# [Raw data]

■ ■ ■ ■

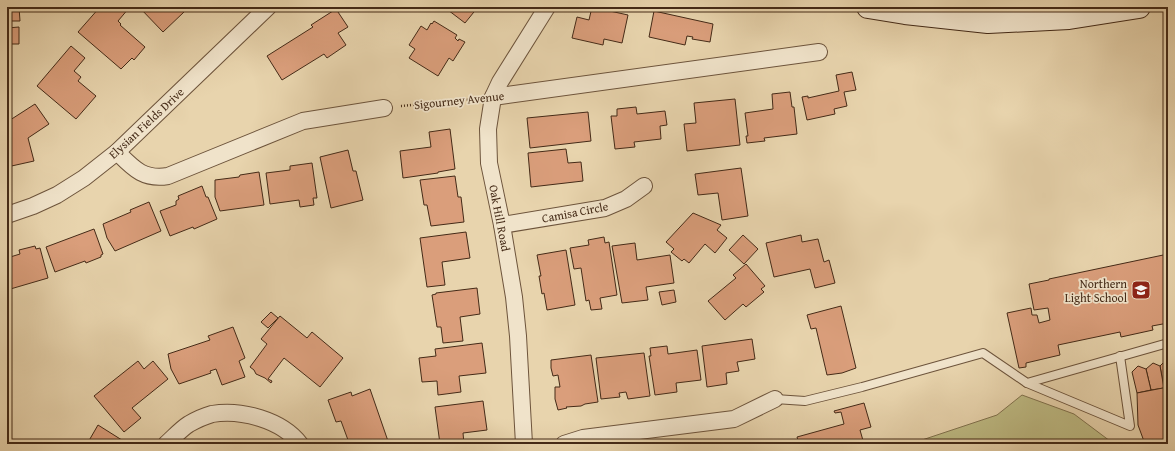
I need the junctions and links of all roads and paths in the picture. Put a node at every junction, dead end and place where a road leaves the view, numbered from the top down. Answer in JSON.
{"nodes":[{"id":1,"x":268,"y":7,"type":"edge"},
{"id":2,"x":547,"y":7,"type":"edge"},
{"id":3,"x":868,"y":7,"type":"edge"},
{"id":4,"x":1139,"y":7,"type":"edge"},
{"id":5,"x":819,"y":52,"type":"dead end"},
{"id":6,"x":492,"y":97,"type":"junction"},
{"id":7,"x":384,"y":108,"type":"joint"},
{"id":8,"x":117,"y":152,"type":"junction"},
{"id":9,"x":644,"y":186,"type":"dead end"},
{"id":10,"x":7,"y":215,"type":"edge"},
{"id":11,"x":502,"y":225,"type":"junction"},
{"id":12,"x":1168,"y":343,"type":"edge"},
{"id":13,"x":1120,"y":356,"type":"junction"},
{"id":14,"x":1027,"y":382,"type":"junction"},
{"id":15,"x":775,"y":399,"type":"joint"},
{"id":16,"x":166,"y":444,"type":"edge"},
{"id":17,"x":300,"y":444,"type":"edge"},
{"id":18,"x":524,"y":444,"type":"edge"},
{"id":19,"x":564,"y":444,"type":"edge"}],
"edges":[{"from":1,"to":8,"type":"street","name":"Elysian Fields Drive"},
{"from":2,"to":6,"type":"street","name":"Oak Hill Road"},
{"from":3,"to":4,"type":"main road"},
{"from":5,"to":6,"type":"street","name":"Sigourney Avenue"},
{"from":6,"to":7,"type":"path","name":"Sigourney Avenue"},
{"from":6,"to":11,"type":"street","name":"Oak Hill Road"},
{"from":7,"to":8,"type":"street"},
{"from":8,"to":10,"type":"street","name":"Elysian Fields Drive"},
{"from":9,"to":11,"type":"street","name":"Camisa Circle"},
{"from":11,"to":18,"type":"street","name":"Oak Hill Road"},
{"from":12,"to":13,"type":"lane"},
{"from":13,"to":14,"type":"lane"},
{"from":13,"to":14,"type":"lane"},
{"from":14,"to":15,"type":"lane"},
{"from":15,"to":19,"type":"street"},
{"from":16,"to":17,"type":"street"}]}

■ ■ ■ ■

# [What is being asked]
Print every entry above again, exactly as written. Leave the images out.

# [Task response]
I need the junctions and links of all roads and paths in the picture. Put a node at every junction, dead end and place where a road leaves the view, numbered from the top down. Answer in JSON.
{"nodes":[{"id":1,"x":268,"y":7,"type":"edge"},
{"id":2,"x":547,"y":7,"type":"edge"},
{"id":3,"x":868,"y":7,"type":"edge"},
{"id":4,"x":1139,"y":7,"type":"edge"},
{"id":5,"x":819,"y":52,"type":"dead end"},
{"id":6,"x":492,"y":97,"type":"junction"},
{"id":7,"x":384,"y":108,"type":"joint"},
{"id":8,"x":117,"y":152,"type":"junction"},
{"id":9,"x":644,"y":186,"type":"dead end"},
{"id":10,"x":7,"y":215,"type":"edge"},
{"id":11,"x":502,"y":225,"type":"junction"},
{"id":12,"x":1168,"y":343,"type":"edge"},
{"id":13,"x":1120,"y":356,"type":"junction"},
{"id":14,"x":1027,"y":382,"type":"junction"},
{"id":15,"x":775,"y":399,"type":"joint"},
{"id":16,"x":166,"y":444,"type":"edge"},
{"id":17,"x":300,"y":444,"type":"edge"},
{"id":18,"x":524,"y":444,"type":"edge"},
{"id":19,"x":564,"y":444,"type":"edge"}],
"edges":[{"from":1,"to":8,"type":"street","name":"Elysian Fields Drive"},
{"from":2,"to":6,"type":"street","name":"Oak Hill Road"},
{"from":3,"to":4,"type":"main road"},
{"from":5,"to":6,"type":"street","name":"Sigourney Avenue"},
{"from":6,"to":7,"type":"path","name":"Sigourney Avenue"},
{"from":6,"to":11,"type":"street","name":"Oak Hill Road"},
{"from":7,"to":8,"type":"street"},
{"from":8,"to":10,"type":"street","name":"Elysian Fields Drive"},
{"from":9,"to":11,"type":"street","name":"Camisa Circle"},
{"from":11,"to":18,"type":"street","name":"Oak Hill Road"},
{"from":12,"to":13,"type":"lane"},
{"from":13,"to":14,"type":"lane"},
{"from":13,"to":14,"type":"lane"},
{"from":14,"to":15,"type":"lane"},
{"from":15,"to":19,"type":"street"},
{"from":16,"to":17,"type":"street"}]}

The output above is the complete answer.